KUHN: NGOs recommend at least 20 percent cuts by 2020, but today's G-8 statement sets no numerical midterm goals. On Africa, the G-8 restated their commitment made in 2005 at Glen Eagle, Scotland, to increase annual development aid to $50 billion by 2010.

Cliff Vanderlinden is chair of the G-8 Research Group at the University of Toronto.
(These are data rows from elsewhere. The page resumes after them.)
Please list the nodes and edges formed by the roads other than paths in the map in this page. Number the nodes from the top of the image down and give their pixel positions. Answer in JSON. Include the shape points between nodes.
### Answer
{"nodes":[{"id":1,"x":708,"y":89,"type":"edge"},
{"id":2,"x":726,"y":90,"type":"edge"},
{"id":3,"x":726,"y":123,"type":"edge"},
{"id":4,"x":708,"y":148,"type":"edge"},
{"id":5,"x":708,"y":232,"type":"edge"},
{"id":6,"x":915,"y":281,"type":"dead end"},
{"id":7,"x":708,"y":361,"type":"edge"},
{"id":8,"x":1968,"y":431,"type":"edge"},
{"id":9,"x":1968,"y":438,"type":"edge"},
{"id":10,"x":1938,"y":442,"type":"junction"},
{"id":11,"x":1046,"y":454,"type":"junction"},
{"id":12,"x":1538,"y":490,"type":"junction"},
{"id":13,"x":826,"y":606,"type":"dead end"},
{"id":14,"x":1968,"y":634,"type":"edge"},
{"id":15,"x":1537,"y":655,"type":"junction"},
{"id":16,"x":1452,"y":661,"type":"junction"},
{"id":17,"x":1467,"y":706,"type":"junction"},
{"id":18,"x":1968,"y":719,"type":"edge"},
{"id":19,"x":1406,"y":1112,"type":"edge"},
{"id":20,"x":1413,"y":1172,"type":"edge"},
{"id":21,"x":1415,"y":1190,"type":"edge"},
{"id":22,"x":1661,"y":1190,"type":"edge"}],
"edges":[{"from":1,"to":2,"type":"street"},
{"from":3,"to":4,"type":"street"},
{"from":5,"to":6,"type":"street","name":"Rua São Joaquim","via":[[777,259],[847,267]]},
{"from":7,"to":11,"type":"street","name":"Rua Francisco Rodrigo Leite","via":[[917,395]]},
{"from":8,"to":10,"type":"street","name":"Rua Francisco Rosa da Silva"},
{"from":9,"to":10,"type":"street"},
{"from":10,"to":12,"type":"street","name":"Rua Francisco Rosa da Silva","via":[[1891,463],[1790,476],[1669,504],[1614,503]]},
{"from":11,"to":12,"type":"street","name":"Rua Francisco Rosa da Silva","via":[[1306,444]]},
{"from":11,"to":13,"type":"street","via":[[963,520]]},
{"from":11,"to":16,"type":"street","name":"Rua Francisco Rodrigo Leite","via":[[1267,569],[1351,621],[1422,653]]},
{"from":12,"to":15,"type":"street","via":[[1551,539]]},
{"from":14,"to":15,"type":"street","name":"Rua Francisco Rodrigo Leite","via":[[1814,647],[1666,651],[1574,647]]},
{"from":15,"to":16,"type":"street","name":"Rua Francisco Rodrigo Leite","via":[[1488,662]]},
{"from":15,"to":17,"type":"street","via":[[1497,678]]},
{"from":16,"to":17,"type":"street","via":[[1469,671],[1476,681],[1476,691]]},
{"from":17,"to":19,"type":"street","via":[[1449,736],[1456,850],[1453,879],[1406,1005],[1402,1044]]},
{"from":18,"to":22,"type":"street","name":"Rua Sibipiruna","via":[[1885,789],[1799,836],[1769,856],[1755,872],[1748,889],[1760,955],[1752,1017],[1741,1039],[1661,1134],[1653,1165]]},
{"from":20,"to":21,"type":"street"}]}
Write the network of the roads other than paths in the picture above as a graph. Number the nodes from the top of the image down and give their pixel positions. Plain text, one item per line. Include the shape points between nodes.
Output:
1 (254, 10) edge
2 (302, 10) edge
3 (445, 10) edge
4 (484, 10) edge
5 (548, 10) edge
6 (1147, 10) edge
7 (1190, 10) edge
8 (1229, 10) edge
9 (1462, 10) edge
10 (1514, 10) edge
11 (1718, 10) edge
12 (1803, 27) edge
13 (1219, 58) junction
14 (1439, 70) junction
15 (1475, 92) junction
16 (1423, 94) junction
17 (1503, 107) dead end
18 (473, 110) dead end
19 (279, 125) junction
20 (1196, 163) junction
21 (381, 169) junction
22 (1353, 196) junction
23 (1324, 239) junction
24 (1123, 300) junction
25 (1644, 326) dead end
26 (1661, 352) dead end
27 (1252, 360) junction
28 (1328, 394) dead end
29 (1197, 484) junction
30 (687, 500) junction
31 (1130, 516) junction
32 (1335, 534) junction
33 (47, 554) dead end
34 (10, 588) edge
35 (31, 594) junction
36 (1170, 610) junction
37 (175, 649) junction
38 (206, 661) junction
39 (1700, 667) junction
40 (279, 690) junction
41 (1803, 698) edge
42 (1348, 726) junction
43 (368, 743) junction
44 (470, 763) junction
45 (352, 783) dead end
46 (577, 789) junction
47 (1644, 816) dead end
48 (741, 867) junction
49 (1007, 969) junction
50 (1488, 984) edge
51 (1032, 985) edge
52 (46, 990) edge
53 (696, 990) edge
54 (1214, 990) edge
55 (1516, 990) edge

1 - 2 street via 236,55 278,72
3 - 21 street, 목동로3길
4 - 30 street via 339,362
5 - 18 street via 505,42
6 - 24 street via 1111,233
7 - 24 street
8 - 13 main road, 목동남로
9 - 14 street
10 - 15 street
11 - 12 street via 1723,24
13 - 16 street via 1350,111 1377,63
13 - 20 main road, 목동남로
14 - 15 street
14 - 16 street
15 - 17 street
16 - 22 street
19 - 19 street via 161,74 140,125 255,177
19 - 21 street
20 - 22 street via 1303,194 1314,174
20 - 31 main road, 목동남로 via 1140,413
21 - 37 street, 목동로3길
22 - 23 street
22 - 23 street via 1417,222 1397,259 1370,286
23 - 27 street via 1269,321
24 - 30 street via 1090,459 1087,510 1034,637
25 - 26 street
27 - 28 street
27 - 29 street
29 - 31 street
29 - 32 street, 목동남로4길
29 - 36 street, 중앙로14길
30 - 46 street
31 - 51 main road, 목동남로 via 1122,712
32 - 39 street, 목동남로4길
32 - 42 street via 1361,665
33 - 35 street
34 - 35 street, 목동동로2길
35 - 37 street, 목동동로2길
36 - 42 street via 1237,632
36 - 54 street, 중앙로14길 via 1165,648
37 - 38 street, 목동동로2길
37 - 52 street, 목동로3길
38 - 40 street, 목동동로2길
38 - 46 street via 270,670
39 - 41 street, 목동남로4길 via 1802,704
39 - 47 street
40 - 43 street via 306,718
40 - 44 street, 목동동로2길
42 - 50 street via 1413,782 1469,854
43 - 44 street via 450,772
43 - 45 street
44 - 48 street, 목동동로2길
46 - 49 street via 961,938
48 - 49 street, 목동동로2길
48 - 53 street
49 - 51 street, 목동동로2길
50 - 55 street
Mr. CLIFF VANDERLINDEN (University of Toronto): So now more promises are being made in terms of water and sanitation, which was sort of a priority issue, with very little in terms of how are we going to pay for this, especially taking into account that the promises that were made in Glen Eagle aren't being funded.

KUHN: NGOs reckon that the G-8 will fall short of its $50 billion goal by $30 billion. And that shortfall is likely to cost many poor people their lives.